Miró hacia abajo y vio la espada sangrienta en su mano, las manchas de sangre en su mano y por todo su vestido y entendió que todos pensaban que lo había hecho.

«¡Pero yo no lo apuñalé!» protestó Alistair.

«¿No?» la acusó Dauphine. «Entonces, ¿la espada apareció en tu mano por arte de magia?»

Alistair miraba por toda la habitación mientras todos se agolpaban alrededor de ella.

«Fue un hombre el que lo hizo. El hombre que lo desafió en el campo de batalla: Bowyer».

Los  otros se miraban entre ellos, escépticos.

«Entonces, ¿así fue?» contestó Dauphine. «¿Y dónde está este hombre?» preguntó, mirando por toda la habitación.

Alistair no vio ni rastro de él y se dio cuenta de que todos pensaban que mentía.

«Huyó», dijo ella. «Después de apuñalarlo».

«Y entonces, ¿cómo fue a parar esta espada sangrienta a tu mano?» contestó Dauphine.

Alistair miró con horror a la espada que tenía en su mano y la arrojó al suelo, haciendo que sonara con estruendo sobre la piedra.

«Pero, ¿por qué iba yo a matar al que iba a ser mi marido?» preguntó.

«Eres una hechizera», dijo Dauphine,acusándola ahora. «No se puede confiar en los de tu especie. ¡Oh, mi hermano!» dijo Dauphine, corriendo rápido al frente, cayendo de rodillas al lado de Erec, interponiéndose entre él y Alistair.
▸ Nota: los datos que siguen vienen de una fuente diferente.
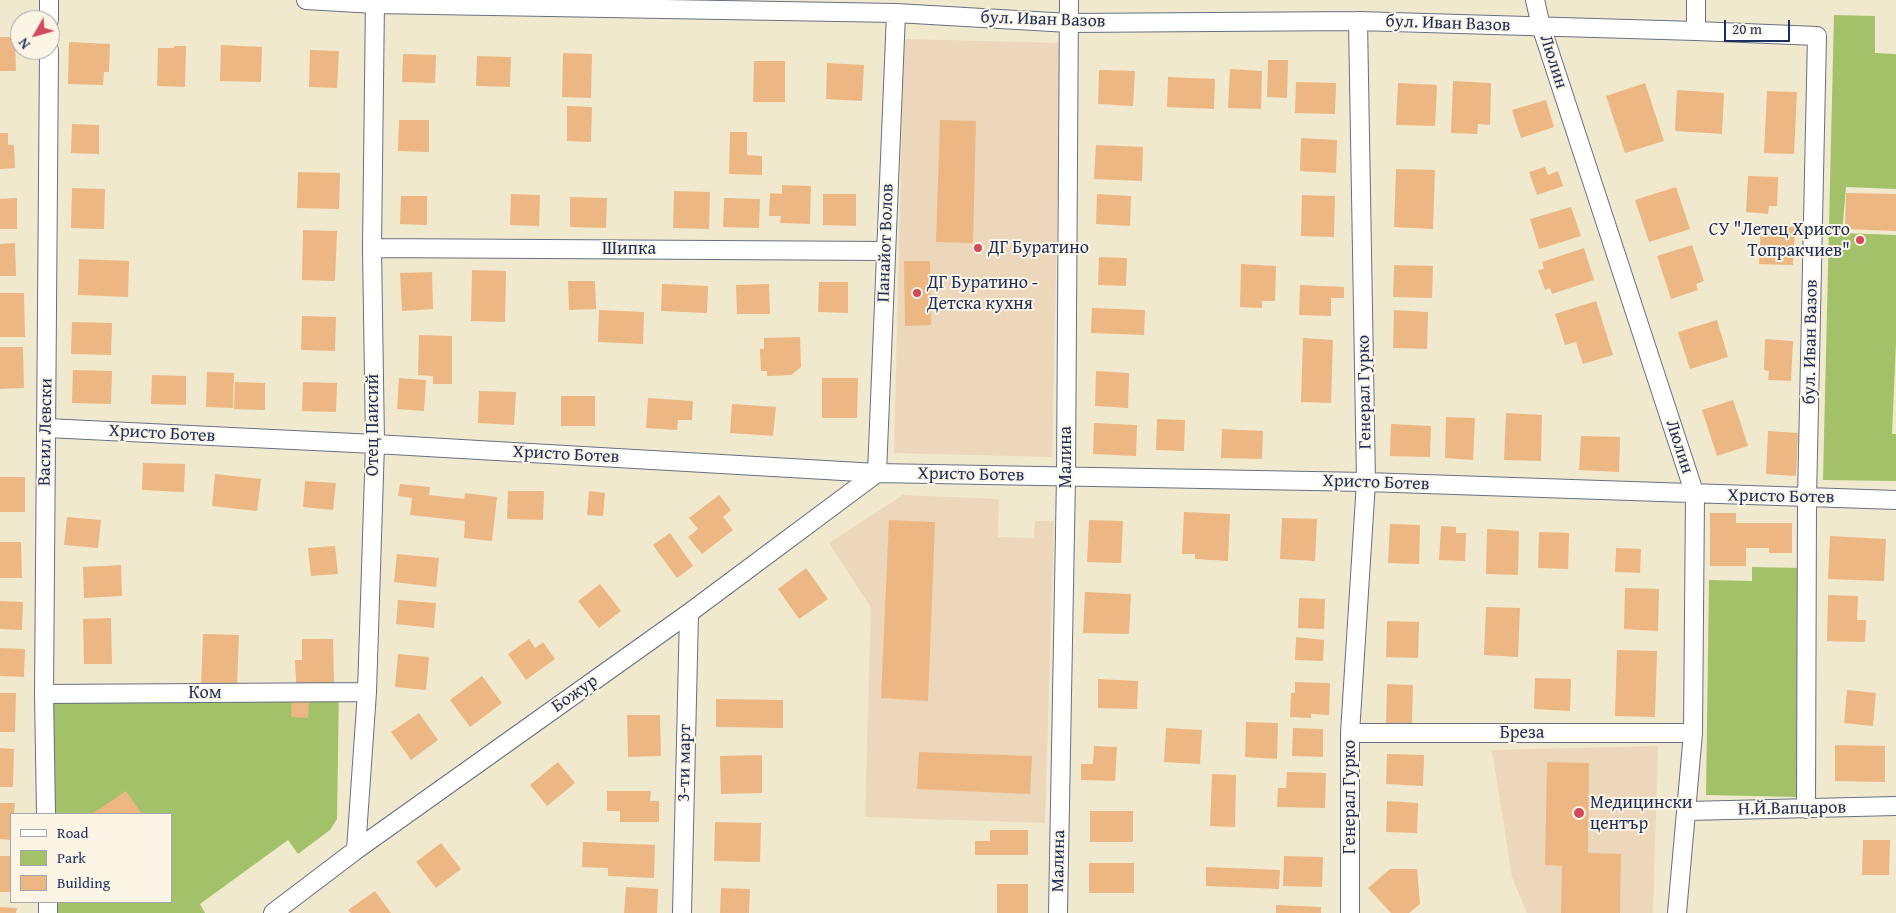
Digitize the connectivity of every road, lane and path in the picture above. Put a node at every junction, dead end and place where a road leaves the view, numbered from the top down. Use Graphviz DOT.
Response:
graph roads {
  1 [pos="306,0"];
  2 [pos="1069,0"];
  3 [pos="1535,0"];
  4 [pos="1696,0"];
  5 [pos="375,2"];
  6 [pos="727,5"];
  7 [pos="896,13"];
  8 [pos="1358,21"];
  9 [pos="1069,23"];
  10 [pos="1541,26"];
  11 [pos="1696,30"];
  12 [pos="49,60"];
  13 [pos="372,248"];
  14 [pos="886,250"];
  15 [pos="47,428"];
  16 [pos="375,444"];
  17 [pos="877,473"];
  18 [pos="1066,477"];
  19 [pos="1366,482"];
  20 [pos="1695,495"];
  21 [pos="1807,498"];
  22 [pos="1896,500"];
  23 [pos="689,613"];
  24 [pos="367,692"];
  25 [pos="44,694"];
  26 [pos="1350,733"];
  27 [pos="1693,733"];
  28 [pos="1896,806"];
  29 [pos="1806,809"];
  30 [pos="1688,811"];
  31 [pos="46,813"];
  32 [pos="356,850"];
  33 [pos="273,913"];
  34 [pos="682,913"];
  35 [pos="1058,913"];
  36 [pos="1350,913"];
  37 [pos="1677,913"];
  1 -- 5 [label="street, бул. Иван Вазов"];
  2 -- 9 [label="street, Малина"];
  3 -- 10 [label="street, Люлин"];
  4 -- 11 [label="street"];
  5 -- 6 [label="street, бул. Иван Вазов"];
  5 -- 13 [label="street, Отец Паисий"];
  6 -- 7 [label="street, бул. Иван Вазов"];
  7 -- 9 [label="street, бул. Иван Вазов"];
  7 -- 14 [label="street, Панайот Волов"];
  8 -- 9 [label="street, бул. Иван Вазов"];
  8 -- 10 [label="street, бул. Иван Вазов"];
  8 -- 19 [label="street, Генерал Гурко"];
  9 -- 18 [label="street, Малина"];
  10 -- 11 [label="street, бул. Иван Вазов"];
  10 -- 20 [label="street, Люлин"];
  11 -- 21 [label="street, бул. Иван Вазов"];
  12 -- 15 [label="street, Васил Левски"];
  13 -- 14 [label="street, Шипка"];
  13 -- 16 [label="street, Отец Паисий"];
  14 -- 17 [label="street, Панайот Волов"];
  15 -- 16 [label="street, Христо Ботев"];
  15 -- 25 [label="street, Васил Левски"];
  16 -- 17 [label="street, Христо Ботев"];
  16 -- 24 [label="street, Отец Паисий"];
  17 -- 18 [label="street, Христо Ботев"];
  17 -- 23 [label="street, Божур"];
  18 -- 19 [label="street, Христо Ботев"];
  18 -- 35 [label="street, Малина"];
  19 -- 20 [label="street, Христо Ботев"];
  19 -- 26 [label="street, Генерал Гурко"];
  20 -- 21 [label="street, Христо Ботев"];
  20 -- 27 [label="street, Люлин"];
  21 -- 22 [label="street, Христо Ботев"];
  21 -- 29 [label="street, бул. Иван Вазов"];
  23 -- 32 [label="street, Божур"];
  23 -- 34 [label="street, 3-ти март"];
  24 -- 25 [label="street, Ком"];
  24 -- 32 [label="street, Отец Паисий"];
  25 -- 31 [label="street, Васил Левски"];
  26 -- 27 [label="street, Бреза"];
  26 -- 36 [label="street, Генерал Гурко"];
  27 -- 30 [label="street, Люлин"];
  28 -- 29 [label="street, Н.Й.Вапцаров"];
  29 -- 30 [label="street, Н.Й.Вапцаров"];
  30 -- 37 [label="street, Люлин"];
  32 -- 33 [label="street, Божур"];
}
Dauphine abrazó a Erec, apretándolo con fuerza.

«¿Qué has hecho?», dijo Dauphine entre lágrimas.

«¡Pero yo soy inocente!» exclamó Alistair.
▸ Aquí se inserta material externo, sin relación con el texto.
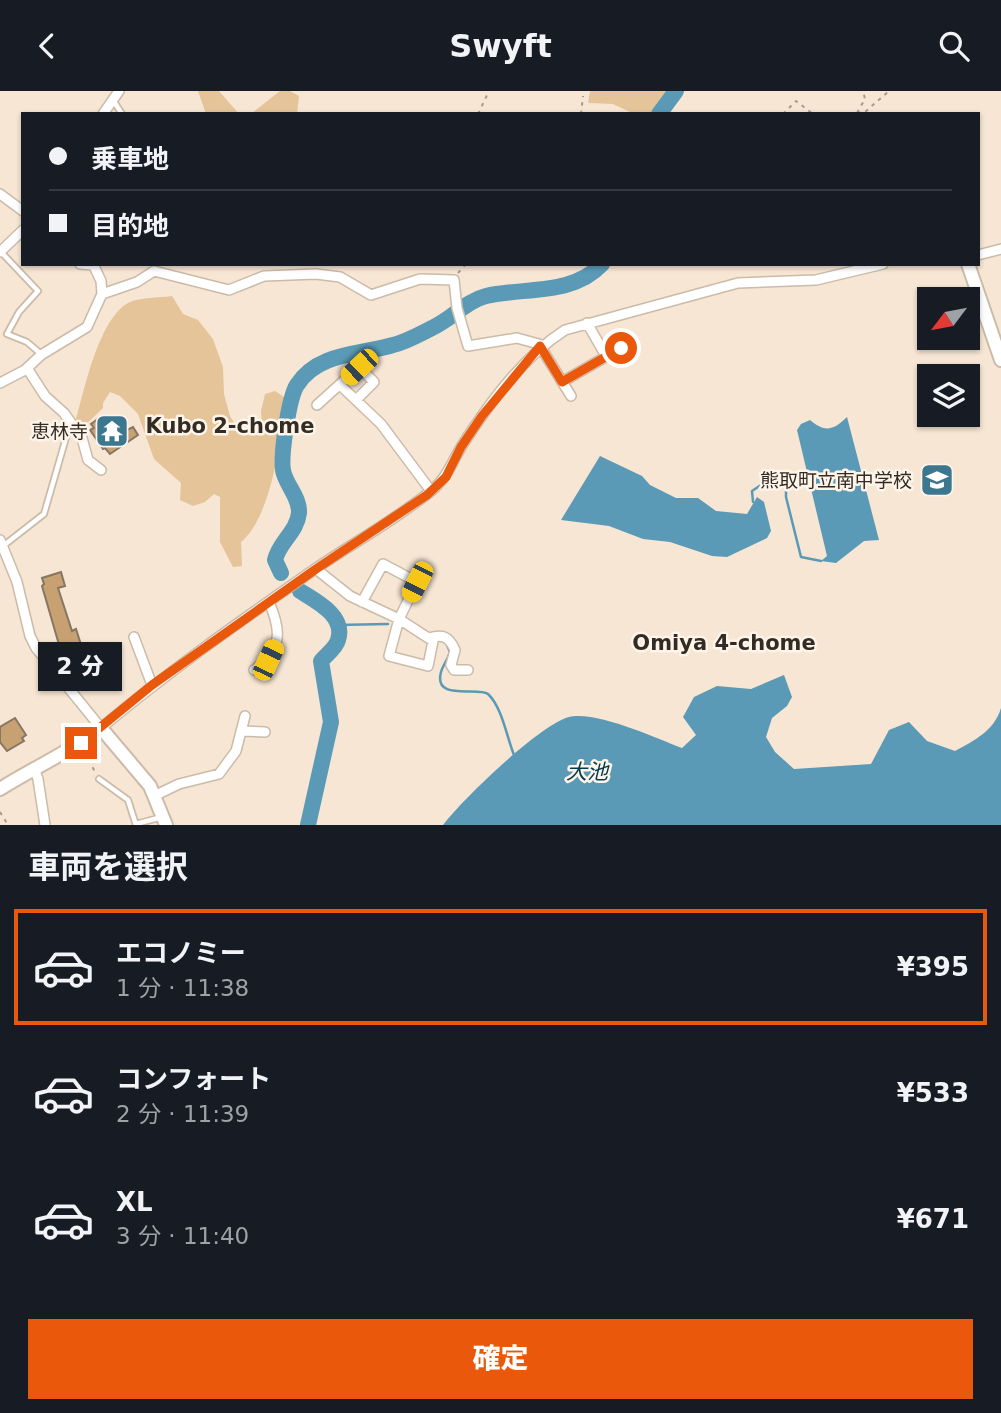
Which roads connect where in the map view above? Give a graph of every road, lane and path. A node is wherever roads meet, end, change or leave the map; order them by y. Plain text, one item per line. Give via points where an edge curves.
1 (119, 91) edge
2 (489, 91) edge
3 (863, 91) edge
4 (889, 91) edge
5 (583, 96) dead end
6 (113, 100) junction
7 (104, 112) edge
8 (121, 112) edge
9 (479, 112) edge
10 (581, 112) edge
11 (785, 112) edge
12 (810, 112) edge
13 (858, 112) edge
14 (865, 112) edge
15 (0, 194) edge
16 (21, 210) edge
17 (21, 232) edge
18 (1001, 249) edge
19 (0, 252) edge
20 (980, 254) edge
21 (94, 266) edge
22 (464, 266) edge
23 (875, 266) edge
24 (969, 266) edge
25 (454, 280) junction
26 (102, 294) junction
27 (587, 323) junction
28 (541, 345) junction
29 (621, 348) dead end
30 (41, 355) junction
31 (607, 356) junction
32 (1001, 360) edge
33 (27, 368) junction
34 (562, 382) junction
35 (0, 383) edge
36 (340, 385) junction
37 (571, 396) dead end
38 (355, 400) junction
39 (317, 405) dead end
40 (71, 421) junction
41 (102, 470) dead end
42 (431, 491) junction
43 (2, 547) edge
44 (316, 569) junction
45 (362, 601) junction
46 (269, 602) junction
47 (399, 619) junction
48 (134, 637) dead end
49 (429, 638) junction
50 (254, 670) dead end
51 (468, 670) dead end
52 (152, 685) junction
53 (245, 716) dead end
54 (101, 728) junction
55 (242, 731) junction
56 (265, 733) dead end
57 (81, 743) junction
58 (33, 768) junction
59 (99, 779) joint
60 (0, 789) edge
61 (156, 795) junction
62 (0, 812) edge
63 (164, 821) edge
64 (8, 825) edge
65 (44, 825) edge
66 (136, 825) edge

1 - 6 street
2 - 9 path
3 - 13 path via 865,99
4 - 14 path
5 - 10 path
6 - 7 street
6 - 8 lane
11 - 12 path via 796,101
15 - 16 street
17 - 19 street
18 - 20 street
19 - 30 lane via 38,292 19,311 7,334 27,342
21 - 26 street
22 - 25 path
23 - 27 street via 816,280 738,283
24 - 32 street
25 - 26 street via 420,279 371,295 340,277 316,274 264,276 229,290 153,271
25 - 28 street via 468,346 517,338
26 - 30 street via 87,327
27 - 28 street
27 - 31 street
28 - 34 street
28 - 42 street via 482,416 446,477
29 - 31 street
30 - 33 street
31 - 34 street
33 - 35 street
33 - 40 street via 45,396
34 - 37 street
36 - 38 street
36 - 38 street via 359,367 374,382
36 - 39 street
38 - 42 street via 381,424
40 - 41 street via 82,437 88,460
40 - 43 lane via 44,514
42 - 44 street
43 - 54 street via 36,648
44 - 45 street
44 - 46 street
45 - 47 street
45 - 47 street via 383,564 417,582
46 - 50 street via 279,636 268,660
46 - 52 street
47 - 49 street
47 - 49 street via 389,656 428,666 433,641
48 - 52 street
49 - 51 street via 446,637 455,650 454,670
52 - 54 street
53 - 55 street
54 - 57 street
54 - 61 street
55 - 56 street
55 - 61 street via 236,751 219,774
57 - 58 street
57 - 59 path
58 - 60 street
58 - 65 street
59 - 66 lane via 128,800
61 - 63 street
62 - 64 path
63 - 66 lane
Dauphine se giró hacia ella con una expresión de odio y después se dirigió a todos los soldados.

«¡Arrestadla!» ordenó.

Alistair sintió unas manos que la agarraban por detrás y, de un tirón, la ponían de pie. No le quedaba energía y no pudo hacer nada para evitar que los guardias le ataran las muñecas a la espalda y empezaran a  arrastrarla. Le importaba poco lo que pudiera pasarle, sin embargo, mientras la arrastraban, no podía soportar la idea de estar lejos de Erec. No ahora, no cuando más la necesitaba. La curación que le había dado era sólo temporal; ella sabía que necesitaría otra sesión y, si no la tenía, moriría.

«¡NO!» gritó. «¡Soltadme!»

Pero sus gritos cayeron en oídos sordos mientras la arrastraban, encadenada, como si fuera otro prisionero cualquiera.